The show revolves around the fictitious 99th precinct of the New York Police Department in Brooklyn and the officers and detectives that work in the precinct. Jake Peralta (Andy Samberg) is an immature yet very talented detective in the precinct with an astounding record of crimes solved, putting him in a competition with fellow detective Amy Santiago (Melissa Fumero). The precinct's status changes when the Captain is retiring and a new commanding officer, Cpt. Raymond Holt (Andre Braugher) is appointed as the newest Captain. This creates a conflict between Jake and Holt over their respective methods in the field. In the episode, Jake has a romantic encounter with a woman named Sophia but he then finds out that she's an attorney representing a criminal Jake arrested. Meanwhile, Amy runs for union rep as Scully is not a good representative for the union while Boyle and Gina fight for a reservation date they organized before they broke up.

The episode was seen by an estimated 3.99 million household viewers and gained a 1.9/5 ratings share among adults aged 18–49, according to Nielsen Media Research. The episode received mostly positive reviews from critics, who praised Eva Longoria's performance in the episode as well as Boyle's and Gina's subplot.

==Plot==
In the cold open, Jake and the squad speculate why Amy is late for work for the first time. Holt ends up correctly predicting that she was held up at the bank.

Jake (Andy Samberg), eager to get into the dating scene, clicks with Sophia (Eva Longoria), who turns out to be the defense lawyer for a criminal Jake caught. Jake tries to have Sophia thrown off the case, but the judge refuses. The two struggle to put aside their night out to behave professionally in court. To Jake's dismay, the criminal is declared not guilty. Despite this, Sofia and Jake decide to give their relationship a shot as long as they do not interfere or talk about their work lives.

Rosa (Stephanie Beatriz) urges Amy (Melissa Fumero) to run for union rep to replace an incompetent Scully (Joel McKinnon Miller). Amy refuses because she doesn't want to stand up to management, afraid that it will affect her chances of becoming Captain one day. Despite initially refusing to intervene, Holt encourages Amy to run as he had to challenge higher authority multiple times on his path to becoming Captain. Amy decides to run and even gets Scully's approval when she agrees to bring back party subs to union meetings.

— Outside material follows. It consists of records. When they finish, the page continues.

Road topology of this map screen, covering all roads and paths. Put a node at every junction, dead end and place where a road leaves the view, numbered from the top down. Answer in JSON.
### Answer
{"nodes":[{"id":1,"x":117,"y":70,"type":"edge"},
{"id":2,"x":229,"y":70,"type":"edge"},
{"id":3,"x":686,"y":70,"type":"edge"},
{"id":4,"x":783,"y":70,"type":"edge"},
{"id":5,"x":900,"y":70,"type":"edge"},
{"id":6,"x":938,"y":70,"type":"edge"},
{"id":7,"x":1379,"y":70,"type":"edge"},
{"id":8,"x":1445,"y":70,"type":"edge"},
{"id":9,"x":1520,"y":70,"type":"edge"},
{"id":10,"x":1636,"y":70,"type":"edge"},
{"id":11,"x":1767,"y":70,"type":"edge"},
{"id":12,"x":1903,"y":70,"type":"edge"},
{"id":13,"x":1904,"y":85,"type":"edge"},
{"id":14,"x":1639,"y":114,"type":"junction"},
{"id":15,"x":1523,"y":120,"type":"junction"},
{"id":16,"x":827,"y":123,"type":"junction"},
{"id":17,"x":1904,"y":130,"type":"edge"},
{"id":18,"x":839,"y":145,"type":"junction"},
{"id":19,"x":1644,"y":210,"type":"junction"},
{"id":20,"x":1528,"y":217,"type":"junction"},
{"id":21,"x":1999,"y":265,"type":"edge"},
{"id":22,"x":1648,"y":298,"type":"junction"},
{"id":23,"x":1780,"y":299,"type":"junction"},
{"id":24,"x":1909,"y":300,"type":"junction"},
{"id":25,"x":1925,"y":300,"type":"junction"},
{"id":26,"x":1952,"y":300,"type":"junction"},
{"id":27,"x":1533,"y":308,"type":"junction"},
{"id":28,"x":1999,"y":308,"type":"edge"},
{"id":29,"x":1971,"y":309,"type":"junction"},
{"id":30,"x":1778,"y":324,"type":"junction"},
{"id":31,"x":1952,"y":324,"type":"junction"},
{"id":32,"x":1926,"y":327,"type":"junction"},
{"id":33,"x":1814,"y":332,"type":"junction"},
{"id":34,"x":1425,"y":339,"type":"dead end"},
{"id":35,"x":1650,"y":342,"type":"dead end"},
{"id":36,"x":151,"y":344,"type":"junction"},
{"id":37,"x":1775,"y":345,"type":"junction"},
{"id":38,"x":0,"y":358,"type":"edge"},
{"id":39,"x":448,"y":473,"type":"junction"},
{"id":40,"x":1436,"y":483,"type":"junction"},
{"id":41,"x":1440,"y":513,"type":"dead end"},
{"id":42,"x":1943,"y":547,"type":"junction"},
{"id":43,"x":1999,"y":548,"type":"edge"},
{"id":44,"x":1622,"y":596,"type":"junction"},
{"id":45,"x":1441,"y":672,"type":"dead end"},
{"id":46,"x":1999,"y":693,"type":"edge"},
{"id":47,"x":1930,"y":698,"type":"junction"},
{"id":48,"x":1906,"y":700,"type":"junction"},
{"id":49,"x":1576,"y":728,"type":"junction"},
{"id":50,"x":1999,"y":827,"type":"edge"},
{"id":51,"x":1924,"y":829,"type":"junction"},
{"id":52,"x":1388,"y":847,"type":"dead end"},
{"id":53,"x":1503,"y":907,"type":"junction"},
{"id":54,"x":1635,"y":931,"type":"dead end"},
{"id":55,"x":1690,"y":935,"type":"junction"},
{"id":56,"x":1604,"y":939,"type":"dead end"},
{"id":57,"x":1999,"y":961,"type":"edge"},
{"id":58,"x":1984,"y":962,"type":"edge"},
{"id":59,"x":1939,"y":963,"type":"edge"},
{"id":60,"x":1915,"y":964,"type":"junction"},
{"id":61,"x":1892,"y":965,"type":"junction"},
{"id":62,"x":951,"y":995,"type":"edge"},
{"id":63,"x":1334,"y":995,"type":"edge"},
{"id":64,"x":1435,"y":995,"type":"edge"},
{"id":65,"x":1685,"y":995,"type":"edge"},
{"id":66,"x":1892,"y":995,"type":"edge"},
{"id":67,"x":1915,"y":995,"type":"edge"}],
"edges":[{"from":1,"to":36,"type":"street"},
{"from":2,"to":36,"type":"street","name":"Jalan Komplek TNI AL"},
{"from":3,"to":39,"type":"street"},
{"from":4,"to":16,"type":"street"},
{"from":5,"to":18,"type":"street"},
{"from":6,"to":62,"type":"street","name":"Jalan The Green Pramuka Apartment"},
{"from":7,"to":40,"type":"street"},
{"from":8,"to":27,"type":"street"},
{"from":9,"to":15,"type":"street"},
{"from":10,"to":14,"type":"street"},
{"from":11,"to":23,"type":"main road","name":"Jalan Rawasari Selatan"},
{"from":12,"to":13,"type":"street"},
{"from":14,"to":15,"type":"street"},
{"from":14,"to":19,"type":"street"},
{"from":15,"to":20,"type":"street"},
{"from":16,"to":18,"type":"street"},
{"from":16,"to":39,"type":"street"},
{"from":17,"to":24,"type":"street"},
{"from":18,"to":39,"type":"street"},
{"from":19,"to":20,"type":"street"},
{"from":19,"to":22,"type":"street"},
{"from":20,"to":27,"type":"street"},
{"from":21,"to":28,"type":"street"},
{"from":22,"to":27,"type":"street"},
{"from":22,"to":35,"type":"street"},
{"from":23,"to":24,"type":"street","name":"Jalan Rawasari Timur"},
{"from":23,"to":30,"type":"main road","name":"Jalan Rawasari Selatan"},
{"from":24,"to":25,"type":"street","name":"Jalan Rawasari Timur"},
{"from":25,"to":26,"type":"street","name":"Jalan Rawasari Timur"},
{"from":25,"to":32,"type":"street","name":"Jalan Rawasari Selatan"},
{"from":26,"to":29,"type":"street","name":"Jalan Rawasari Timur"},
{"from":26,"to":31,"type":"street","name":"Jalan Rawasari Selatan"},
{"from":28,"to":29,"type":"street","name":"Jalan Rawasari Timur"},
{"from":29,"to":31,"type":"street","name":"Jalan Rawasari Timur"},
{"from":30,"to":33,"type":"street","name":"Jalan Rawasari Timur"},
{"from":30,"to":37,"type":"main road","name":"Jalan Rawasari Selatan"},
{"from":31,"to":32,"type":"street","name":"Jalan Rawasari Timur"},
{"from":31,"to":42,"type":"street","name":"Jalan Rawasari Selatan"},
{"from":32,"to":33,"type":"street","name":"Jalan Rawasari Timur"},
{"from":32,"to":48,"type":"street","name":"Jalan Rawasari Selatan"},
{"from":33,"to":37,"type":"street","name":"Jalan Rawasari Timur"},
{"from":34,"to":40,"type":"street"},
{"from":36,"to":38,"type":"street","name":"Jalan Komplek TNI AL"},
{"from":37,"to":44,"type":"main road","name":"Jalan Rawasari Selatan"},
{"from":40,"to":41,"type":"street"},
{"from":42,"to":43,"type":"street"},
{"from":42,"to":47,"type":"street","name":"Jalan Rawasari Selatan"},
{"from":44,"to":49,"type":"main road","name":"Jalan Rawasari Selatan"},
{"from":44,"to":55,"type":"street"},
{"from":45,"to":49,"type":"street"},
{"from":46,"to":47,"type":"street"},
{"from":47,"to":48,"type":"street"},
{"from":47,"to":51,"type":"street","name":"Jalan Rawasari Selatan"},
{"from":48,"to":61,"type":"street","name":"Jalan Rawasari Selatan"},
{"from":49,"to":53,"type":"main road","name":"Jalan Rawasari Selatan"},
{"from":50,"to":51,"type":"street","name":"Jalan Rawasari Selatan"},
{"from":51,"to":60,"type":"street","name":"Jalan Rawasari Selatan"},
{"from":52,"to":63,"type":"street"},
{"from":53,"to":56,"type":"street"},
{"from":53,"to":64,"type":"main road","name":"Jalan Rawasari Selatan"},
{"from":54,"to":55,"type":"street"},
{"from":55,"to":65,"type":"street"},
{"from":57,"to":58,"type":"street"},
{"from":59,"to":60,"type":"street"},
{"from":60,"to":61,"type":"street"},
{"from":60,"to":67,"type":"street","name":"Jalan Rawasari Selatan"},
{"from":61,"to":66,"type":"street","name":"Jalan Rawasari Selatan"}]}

Meanwhile, Boyle (Joe Lo Truglio) and Gina (Chelsea Peretti) fight over a non-refundable hotel room reservation they made before they ended their affair, resorting to a number of dirty tactics against each other. They both get each other to work on the night of the reservation and end up giving it to their parents, resulting in Boyle's father hooking up with Gina's mother.

==Reception==
===Viewers===
In its original American broadcast, "Jake and Sophia" was seen by an estimated 3.99 million household viewers and gained a 1.9/5 ratings share among adults aged 18–49, according to Nielsen Media Research. This was a 17% increase in viewership from the previous episode, which was watched by 3.41 million viewers with a 1.7/4 in the 18-49 demographics. This means that 1.9 percent of all households with televisions watched the episode, while 5 percent of all households watching television at that time watched it. With these ratings, Brooklyn Nine-Nine was the second most watched show on FOX for the night, beating Mulaney and Family Guy but behind The Simpsons, fifth on its timeslot and fifth for the night, behind Once Upon a Time, The Simpsons, The OT, and NBC Sunday Night Football.

===Critical reviews===
"Jake and Sophia" received mostly positive reviews from critics. LaToya Ferguson of The A.V. Club gave the episode a "B" grade and wrote, "All of this being said, 'Jake And Sophia' isn't uproariously hilarious or as quotable as the earlier episodes of this season. However, it still brings something to the table. In fact, the line readings are some of the best of the season, and that actually elevates the episode's quality. It's still a fun and funny episode of television. But in a lot of ways, the humor in 'Jake And Sophia' is subtler than that of the previous episodes."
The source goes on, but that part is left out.